By UUP standards, it was a well-attended and good natured EGM. There certainly was none of the vicious repeated rancour which ripped the party asunder during the David Trimble era between the Yes and No camps over the UUP’s role in the 1998 Good Friday Agreement.
Rather than a defensive pose of ‘what we have, we hold’, the UUP grassroots has put its trust in the supposed Burrows/Armstrong ‘dream team’ and has gone on a ‘we want to take back what we once held’ attack mode.
The clock is ticking and the ‘dream team’ has around 15 months until the May 2027 council and Assembly elections to determine if this new-look Confident Unionism appeals to the electorate in Northern Ireland.
Outgoing leader Mike Nesbitt, who has retained his Stormont Executive Ministerial post of Health in the new leadership, seems to have steadied HMS UUP. There’s certainly no more daft notions of ‘Vote Mike, Get Colum’ which sunk Nesbitt’s first stint as party leader.
Under Nesbitt Mark Two, the UUP has stabilised itself in the opinion polls, has re-written its party rules, put a new staff team in place, and sorted the party’s finances. Effectively, he has created the perception that the posts of leader and deputy leader are no longer poisoned chalices in the UUP.
From the party mood and political temperature of the EGM, the UUP’s days of pussy-footing as a wannabe Alliance Party are over. Part of the UUP’s problem over the past decade is that the party’s didn’t really know what it stood for.
It stumbled from election to election like a thoroughly drunk male pensioner trying to find his way home from a dark, cold night at the pub by staggering and slipping across ice-covered streets.
Whilst most of the folk at the EGM were ‘well on’ in years age-wise, there is a genuine hunger to attract more young people and women into the party, and especially to stand as candidates in 2027. But it will require common sense policies if the UUP is to once again become the natural home of the pro-Union community.
Armstrong becomes the first woman in over a century of the party’s existence to hold the post of deputy leader. She also adds Chief Whip to her portfolio of responsibility.
Her late father, former UUP boss Harry West, established his power base in the party using the pressure group, the West Ulster Unionist Council.
Under his daughter’s reign as deputy leader, expect to see an increasing role for the Ulster Women’s Unionist Council within the party.
The EGM has unveiled a rebranding of the UUP which presents it as dynamic Unionism; urging folk to show a pride in the Union and become the chief champions of Northern Ireland being an integral part of the UK.

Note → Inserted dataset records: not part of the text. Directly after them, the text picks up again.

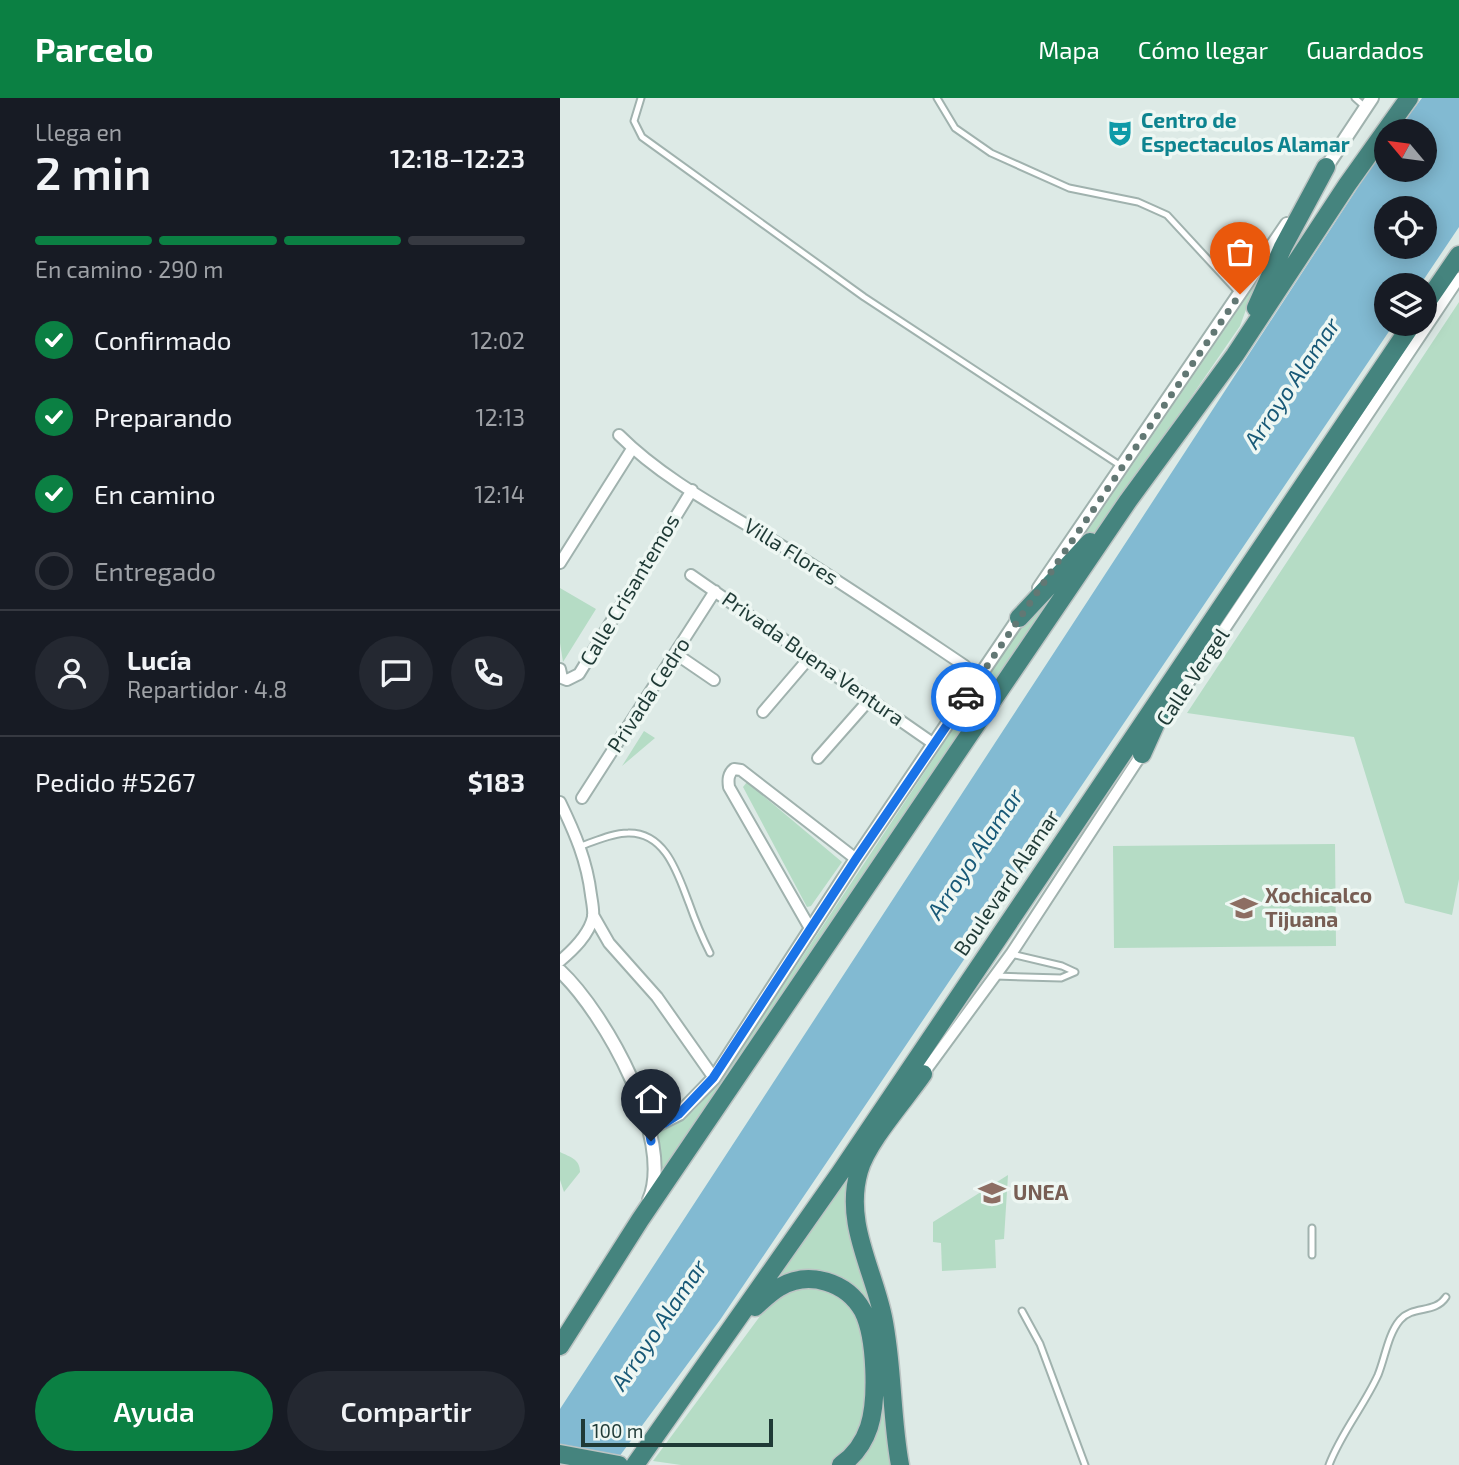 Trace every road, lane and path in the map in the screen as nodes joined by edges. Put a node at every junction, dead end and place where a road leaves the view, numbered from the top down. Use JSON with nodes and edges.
{"nodes":[{"id":1,"x":641,"y":98,"type":"edge"},
{"id":2,"x":936,"y":98,"type":"edge"},
{"id":3,"x":1355,"y":98,"type":"edge"},
{"id":4,"x":1409,"y":98,"type":"edge"},
{"id":5,"x":1369,"y":103,"type":"edge"},
{"id":6,"x":1326,"y":167,"type":"junction"},
{"id":7,"x":1459,"y":255,"type":"edge"},
{"id":8,"x":1459,"y":278,"type":"edge"},
{"id":9,"x":1437,"y":287,"type":"edge"},
{"id":10,"x":1240,"y":294,"type":"junction"},
{"id":11,"x":1404,"y":336,"type":"edge"},
{"id":12,"x":1235,"y":355,"type":"junction"},
{"id":13,"x":618,"y":435,"type":"dead end"},
{"id":14,"x":632,"y":449,"type":"junction"},
{"id":15,"x":1121,"y":466,"type":"junction"},
{"id":16,"x":692,"y":490,"type":"junction"},
{"id":17,"x":1128,"y":501,"type":"junction"},
{"id":18,"x":560,"y":563,"type":"edge"},
{"id":19,"x":691,"y":575,"type":"dead end"},
{"id":20,"x":715,"y":591,"type":"junction"},
{"id":21,"x":1019,"y":618,"type":"junction"},
{"id":22,"x":1203,"y":631,"type":"junction"},
{"id":23,"x":676,"y":654,"type":"junction"},
{"id":24,"x":810,"y":657,"type":"junction"},
{"id":25,"x":561,"y":673,"type":"edge"},
{"id":26,"x":980,"y":676,"type":"junction"},
{"id":27,"x":714,"y":680,"type":"dead end"},
{"id":28,"x":870,"y":699,"type":"junction"},
{"id":29,"x":763,"y":712,"type":"dead end"},
{"id":30,"x":934,"y":744,"type":"junction"},
{"id":31,"x":1142,"y":754,"type":"junction"},
{"id":32,"x":818,"y":758,"type":"dead end"},
{"id":33,"x":582,"y":798,"type":"dead end"},
{"id":34,"x":560,"y":802,"type":"edge"},
{"id":35,"x":581,"y":846,"type":"junction"},
{"id":36,"x":856,"y":859,"type":"junction"},
{"id":37,"x":593,"y":915,"type":"junction"},
{"id":38,"x":811,"y":930,"type":"junction"},
{"id":39,"x":710,"y":953,"type":"dead end"},
{"id":40,"x":1011,"y":954,"type":"junction"},
{"id":41,"x":560,"y":961,"type":"edge"},
{"id":42,"x":560,"y":971,"type":"edge"},
{"id":43,"x":995,"y":976,"type":"junction"},
{"id":44,"x":923,"y":1073,"type":"junction"},
{"id":45,"x":713,"y":1078,"type":"junction"},
{"id":46,"x":649,"y":1129,"type":"junction"},
{"id":47,"x":840,"y":1173,"type":"junction"},
{"id":48,"x":640,"y":1220,"type":"junction"},
{"id":49,"x":1312,"y":1228,"type":"dead end"},
{"id":50,"x":1312,"y":1255,"type":"dead end"},
{"id":51,"x":1446,"y":1297,"type":"dead end"},
{"id":52,"x":1022,"y":1311,"type":"dead end"},
{"id":53,"x":724,"y":1340,"type":"junction"},
{"id":54,"x":560,"y":1346,"type":"edge"},
{"id":55,"x":560,"y":1454,"type":"edge"},
{"id":56,"x":619,"y":1465,"type":"edge"},
{"id":57,"x":635,"y":1465,"type":"edge"},
{"id":58,"x":841,"y":1465,"type":"edge"},
{"id":59,"x":900,"y":1465,"type":"edge"},
{"id":60,"x":1085,"y":1465,"type":"edge"},
{"id":61,"x":1329,"y":1465,"type":"edge"}],
"edges":[{"from":1,"to":15,"type":"lane"},
{"from":2,"to":10,"type":"lane"},
{"from":3,"to":5,"type":"lane"},
{"from":4,"to":12,"type":"highway"},
{"from":5,"to":6,"type":"street"},
{"from":6,"to":10,"type":"street"},
{"from":6,"to":12,"type":"highway"},
{"from":7,"to":9,"type":"highway"},
{"from":8,"to":31,"type":"street","name":"Calle Vergel"},
{"from":10,"to":15,"type":"street"},
{"from":11,"to":22,"type":"highway","name":"Boulevard Alamar"},
{"from":12,"to":17,"type":"highway"},
{"from":13,"to":14,"type":"street","name":"Villa Flores"},
{"from":14,"to":16,"type":"street","name":"Villa Flores"},
{"from":14,"to":18,"type":"street"},
{"from":15,"to":21,"type":"street"},
{"from":16,"to":25,"type":"street","name":"Calle Crisantemos"},
{"from":16,"to":26,"type":"street","name":"Villa Flores"},
{"from":17,"to":21,"type":"highway"},
{"from":17,"to":48,"type":"highway"},
{"from":19,"to":20,"type":"street","name":"Privada Buena Ventura"},
{"from":20,"to":23,"type":"street","name":"Privada Cedro"},
{"from":20,"to":24,"type":"street","name":"Privada Buena Ventura"},
{"from":21,"to":26,"type":"street"},
{"from":22,"to":31,"type":"highway"},
{"from":22,"to":47,"type":"highway","name":"Boulevard Alamar"},
{"from":23,"to":27,"type":"street"},
{"from":23,"to":33,"type":"street","name":"Privada Cedro"},
{"from":24,"to":28,"type":"street","name":"Privada Buena Ventura"},
{"from":24,"to":29,"type":"street"},
{"from":26,"to":30,"type":"street"},
{"from":28,"to":30,"type":"street","name":"Privada Buena Ventura"},
{"from":28,"to":32,"type":"street"},
{"from":30,"to":36,"type":"street"},
{"from":31,"to":40,"type":"street","name":"Calle Vergel"},
{"from":34,"to":35,"type":"street"},
{"from":35,"to":37,"type":"street"},
{"from":35,"to":39,"type":"lane"},
{"from":36,"to":38,"type":"street"},
{"from":36,"to":38,"type":"street"},
{"from":37,"to":41,"type":"street"},
{"from":37,"to":45,"type":"street"},
{"from":38,"to":45,"type":"street"},
{"from":40,"to":43,"type":"street","name":"Calle Vergel"},
{"from":40,"to":43,"type":"lane"},
{"from":42,"to":46,"type":"street"},
{"from":43,"to":44,"type":"street","name":"Calle Vergel"},
{"from":44,"to":47,"type":"highway"},
{"from":44,"to":59,"type":"highway"},
{"from":45,"to":46,"type":"street"},
{"from":46,"to":48,"type":"street"},
{"from":47,"to":53,"type":"highway","name":"Boulevard Alamar"},
{"from":48,"to":54,"type":"highway"},
{"from":49,"to":50,"type":"lane"},
{"from":51,"to":61,"type":"lane"},
{"from":52,"to":60,"type":"lane"},
{"from":53,"to":57,"type":"highway","name":"Boulevard Alamar"},
{"from":53,"to":58,"type":"highway"},
{"from":55,"to":56,"type":"highway"}]} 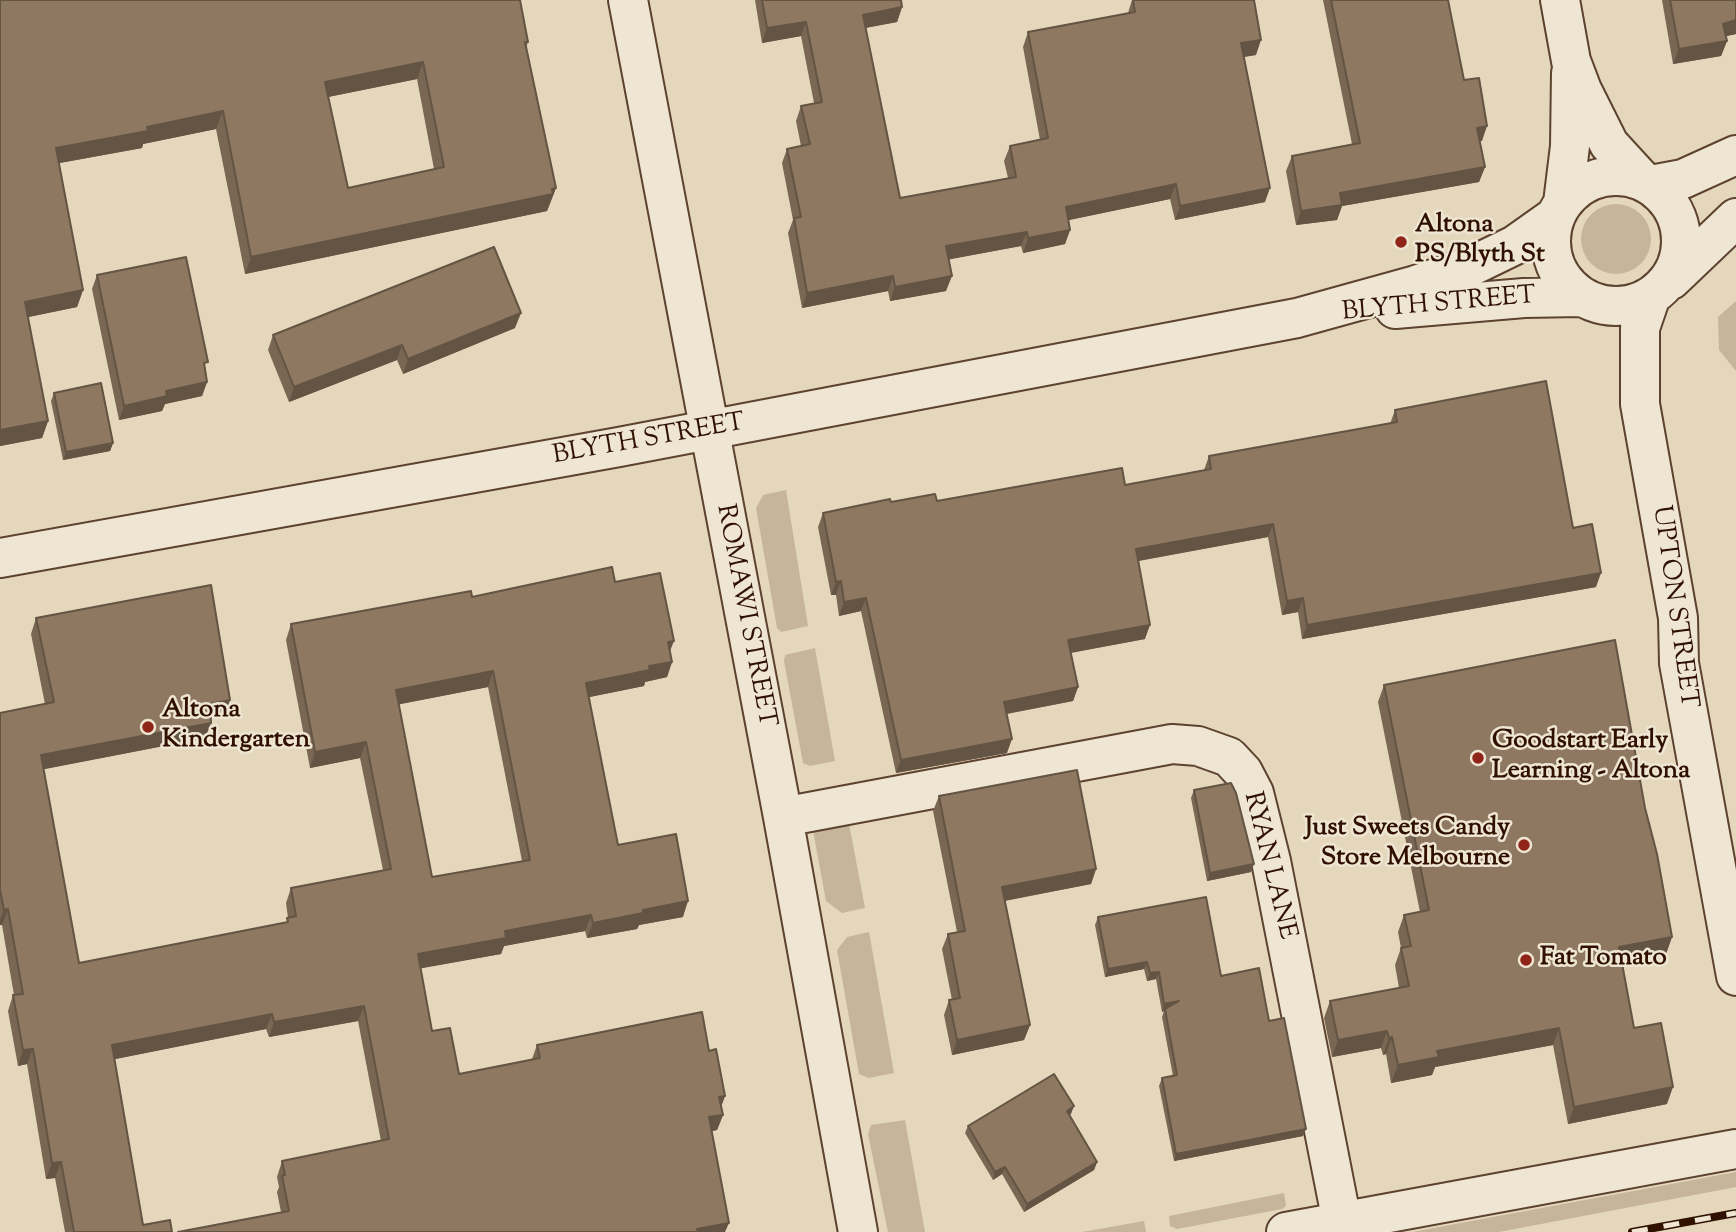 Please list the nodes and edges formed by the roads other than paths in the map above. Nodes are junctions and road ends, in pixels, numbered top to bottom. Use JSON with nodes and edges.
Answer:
{"nodes":[{"id":1,"x":628,"y":0,"type":"edge"},
{"id":2,"x":1560,"y":0,"type":"edge"},
{"id":3,"x":1571,"y":61,"type":"junction"},
{"id":4,"x":1736,"y":155,"type":"edge"},
{"id":5,"x":1647,"y":183,"type":"junction"},
{"id":6,"x":1560,"y":210,"type":"junction"},
{"id":7,"x":1736,"y":218,"type":"edge"},
{"id":8,"x":1659,"y":290,"type":"junction"},
{"id":9,"x":1588,"y":300,"type":"junction"},
{"id":10,"x":1297,"y":318,"type":"junction"},
{"id":11,"x":1640,"y":404,"type":"junction"},
{"id":12,"x":708,"y":430,"type":"junction"},
{"id":13,"x":0,"y":558,"type":"edge"},
{"id":14,"x":783,"y":817,"type":"junction"},
{"id":15,"x":1736,"y":976,"type":"edge"},
{"id":16,"x":1736,"y":1149,"type":"edge"},
{"id":17,"x":1342,"y":1222,"type":"junction"},
{"id":18,"x":858,"y":1232,"type":"edge"},
{"id":19,"x":1286,"y":1232,"type":"edge"}],
"edges":[{"from":1,"to":12,"type":"street","name":"ROMAWI STREET"},
{"from":2,"to":3,"type":"street"},
{"from":3,"to":5,"type":"street"},
{"from":3,"to":6,"type":"street"},
{"from":4,"to":5,"type":"street"},
{"from":5,"to":6,"type":"street"},
{"from":5,"to":8,"type":"street"},
{"from":6,"to":9,"type":"street"},
{"from":6,"to":10,"type":"street","name":"BLYTH STREET"},
{"from":7,"to":8,"type":"street"},
{"from":8,"to":9,"type":"street"},
{"from":8,"to":11,"type":"street","name":"UPTON STREET"},
{"from":9,"to":10,"type":"street","name":"BLYTH STREET"},
{"from":9,"to":11,"type":"street","name":"UPTON STREET"},
{"from":10,"to":12,"type":"street","name":"BLYTH STREET"},
{"from":11,"to":15,"type":"street","name":"UPTON STREET"},
{"from":12,"to":13,"type":"street","name":"BLYTH STREET"},
{"from":12,"to":14,"type":"street","name":"ROMAWI STREET"},
{"from":14,"to":17,"type":"street","name":"RYAN LANE"},
{"from":14,"to":18,"type":"street","name":"ROMAWI STREET"},
{"from":16,"to":17,"type":"street"},
{"from":17,"to":19,"type":"street"}]}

Put bluntly, the ‘dream team’ wants the UUP to become the chief cheer leader for Northern Ireland. Security is at the heart of this rebranding.
Burrows has been keen to point out that Northern Ireland is now at its most peaceful for 50 years, so that any meddling with the constitution is merely a leap in the dark.
He wants the UUP to become the party of strategic Unionism, and this means taking ownership of the peace process and slam Sinn Fein for suppressing the good news about Northern Ireland.
Burrows points to the importance of national security; that the organised crime gangs are now globally connected and that Northern Ireland is a central lynchpin in protecting that national security compared to the Republic of Ireland.
Burrows is likewise keen to put an end to the internal bickering which has bedevilled the UUP for decades. During the Trimble era, the No camp on the Belfast Agreement rallied itself around the pressure group Union First, while the Yes camp had its own version, Re:Union.
‘We can’t keep having arguments with ourselves; we must agree to move on’ - a clear warning to those in the UUP ranks who feel Burrows and Armstrong are a political gamble because both were co-opted to Stormont.
But does this mean the new look UUP will be Left-wing, Right-wing, liberal or traditional? It seems none of these terms will apply to the rebranded UUP. Yes, the UUP will need detailed policies which are communicated with the utmost and absolute clarity. Yes, the UUP must listen to its members and the community.
Under the Burrows/Armstrong leadership, it seems the UUP will develop its own team of social media ‘attack dogs’ - with Alliance, Sinn Fein and those who want to rewrite the history of the Troubles firmly in their sights.
Burrows is a firm believer in the power of social media to influence potential members and voters. He is equally clear on the topic of Unionist unity - there will be no single party; no mergers. It’ll be a case of ‘we’ll do Unionist co-operation on our terms!’
Burrows’ message to the DUP is brutally honest - we want to replace you as the biggest Unionist party in Northern Ireland.
As the dozens of delegates at the EGM enjoyed their complementary tea, coffee and scones, the ‘dream team’ left them with plenty to both digest and ponder politically.
For those on the liberal wing of the party, they need to recognise that the past ‘fluffy bunny, snowflake politics’ of sucking up to the Alliance-type voter base is parked.
For those on the Hard Right of the UUP, will they face disciplinary action if they use social media to push a Right-wing agenda.
For the church-going clique, does the perception the UUP supports a ‘pluralist society’ sound alarm bells. After all, the EGM began with the saying of the Ulster Unionist Party Prayer. May 2027 will answer all these queries.